26 “‘However, the firstborn among animals, since it is already born as a firstborn for Adonai, no one can consecrate — neither ox nor sheep — since it belongs to Adonai already. 27 But if it is an unclean animal, he may redeem it at the price at which you value it and add one-fifth; or if he does not redeem it, it is to be sold at the price at which you value it. 28 However, nothing consecrated unconditionally which a person may consecrate to Adonai out of all he owns — person, animal or field he possesses — is to be sold or redeemed; because everything consecrated unconditionally is especially holy to Adonai. (LY: vii) 29 No person who has been sentenced to die, and thus unconditionally consecrated, can be redeemed; he must be put to death.
30 “‘All the tenth given from the land, whether from planted seed or fruit from trees, belongs to Adonai; it is holy to Adonai. 31 If someone wants to redeem any of his tenth, he must add to it one-fifth.
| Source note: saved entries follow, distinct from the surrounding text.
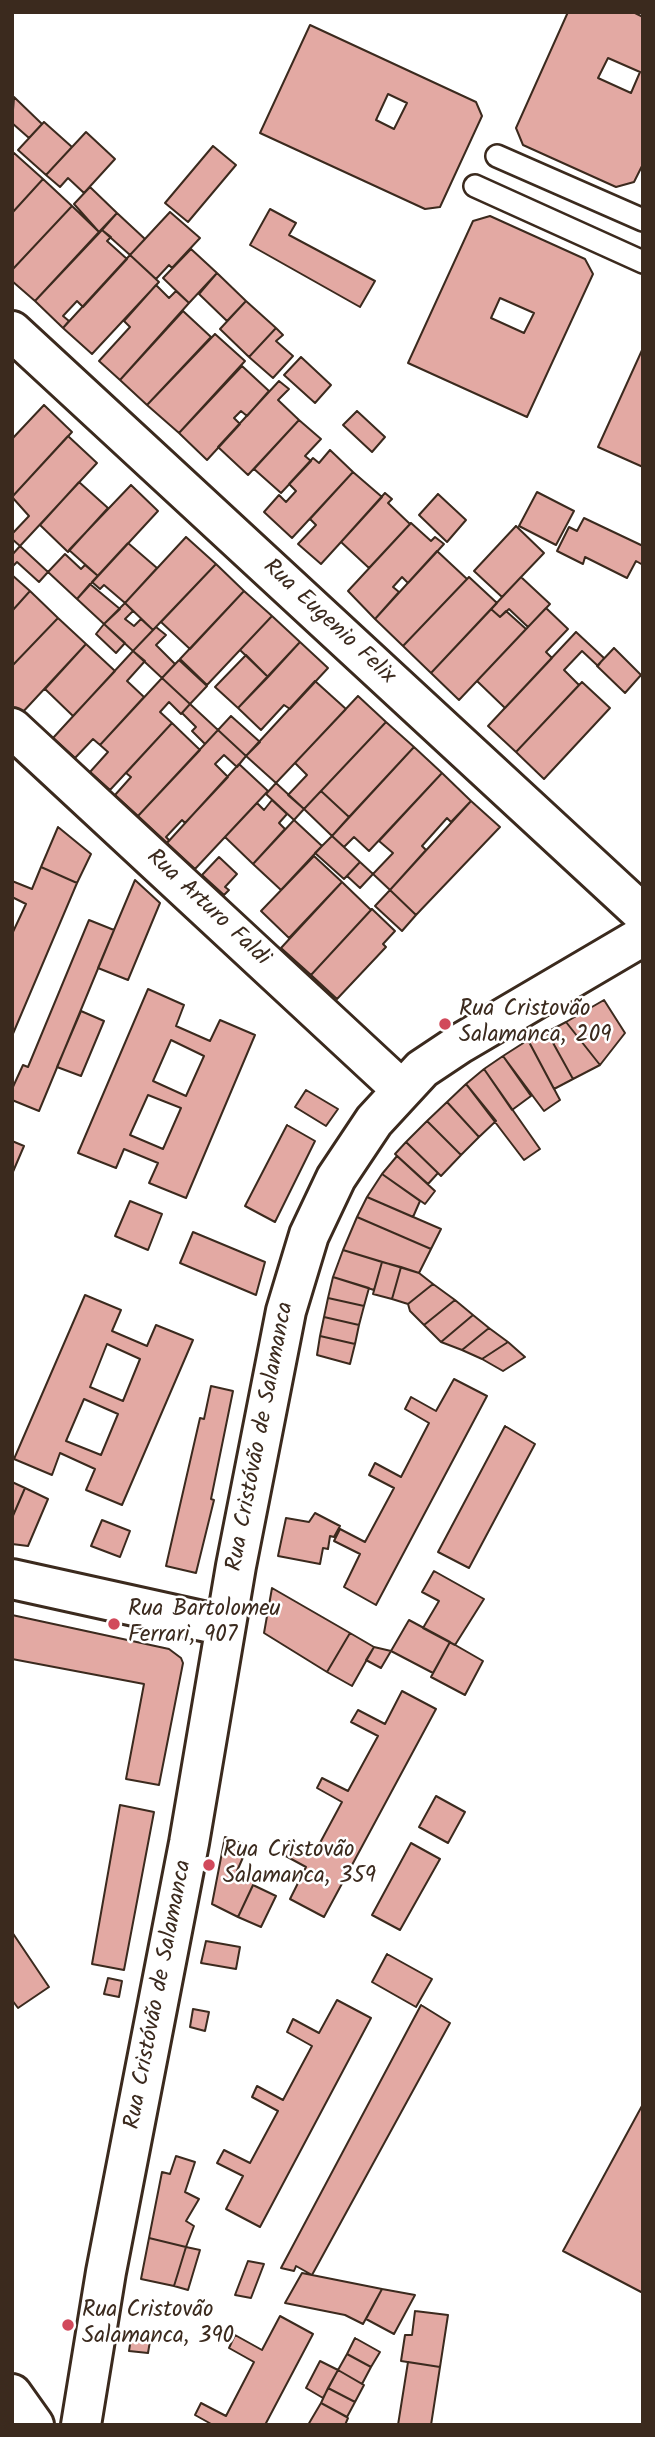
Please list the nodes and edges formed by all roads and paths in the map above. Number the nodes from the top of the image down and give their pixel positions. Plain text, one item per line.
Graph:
1 (497, 156) dead end
2 (475, 186) dead end
3 (643, 220) edge
4 (642, 259) edge
5 (12, 331) edge
6 (12, 728) edge
7 (643, 914) edge
8 (643, 936) edge
9 (402, 1090) junction
10 (12, 1579) edge
11 (225, 1626) junction
12 (12, 2394) edge
13 (34, 2425) edge
14 (80, 2425) edge

1 - 3 lane
2 - 4 lane
5 - 7 street, Rua Eugenio Felix
6 - 9 street, Rua Arturo Faldi
8 - 9 street, Rua Cristóvão de Salamanca
9 - 11 street, Rua Cristóvão de Salamanca
10 - 11 street
11 - 14 street, Rua Cristóvão de Salamanca
12 - 13 street

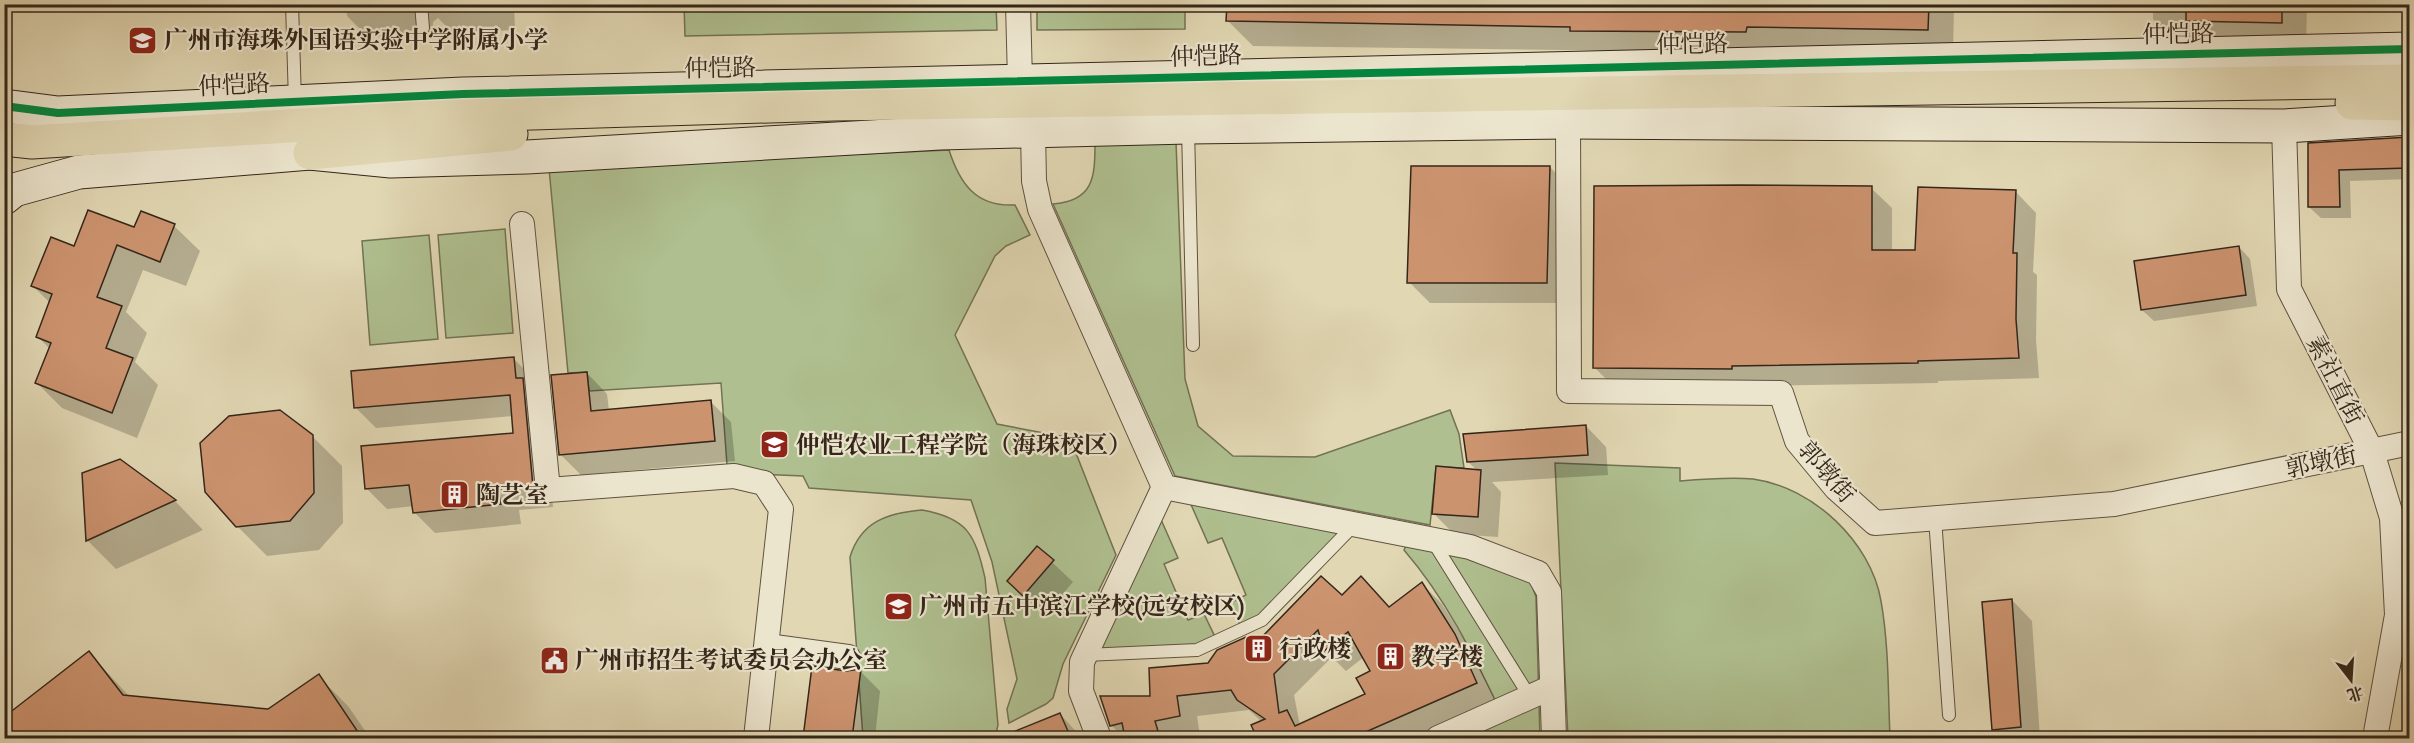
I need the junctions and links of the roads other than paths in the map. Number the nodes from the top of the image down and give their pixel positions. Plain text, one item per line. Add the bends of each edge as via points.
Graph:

(Maftir) 32 “‘All the tenth from the herd or the flock, whatever passes under the shepherd’s crook, the tenth one will be holy to Adonai. 33 The owner is not to inquire whether the animal is good or bad, and he cannot exchange it; if he does exchange it, both it and the one he substituted for it will be holy; it cannot be redeemed.’”
34 These are the mitzvot which Adonai gave to Moshe for the people of Isra’el on Mount Sinai.
Mark 11:19 When evening came, they left the city.
20 In the morning, as the talmidim passed by, they saw the fig tree withered all the way to its roots. 21 Kefa remembered and said to Yeshua, “Rabbi! Look! The fig tree that you cursed has dried up!” 22 He responded, “Have the kind of trust that comes from God! 23 Yes! I tell you that whoever does not doubt in his heart but trusts that what he says will happen can say to this mountain, ‘Go and throw yourself into the sea!’ and it will be done for him. 24 Therefore, I tell you, whatever you ask for in prayer, trust that you are receiving it, and it will be yours. 25 And when you stand praying, if you have anything against anyone, forgive him; so that your Father in heaven may also forgive your offenses.” 26 [a]
27 They went back into Yerushalayim; and as he was walking in the Temple courts, there came to him the head cohanim, the Torah-teachers and the elders; 28 and they said to him, “What s’mikhah do you have that authorizes you to do these things? Who gave you this s’mikhah authorizing you to do them?” 29 Yeshua said to them, “I will ask you just one question: answer me, and I will tell you by what s’mikhah I do these things. 30 The immersion of Yochanan — was it from Heaven or from a human source? Answer me.” 31 They discussed it among themselves: “If we say, ‘From Heaven,’ he will say, ‘Then why didn’t you believe him?’ 32 But if we say, ‘From a human source, . . . ’” — they were afraid of the people, for they all regarded Yochanan as a genuine prophet. 33 So they answered Yeshua, “We don’t know.” “Then,” he replied, “I won’t tell you by what s’mikhah I do these things.”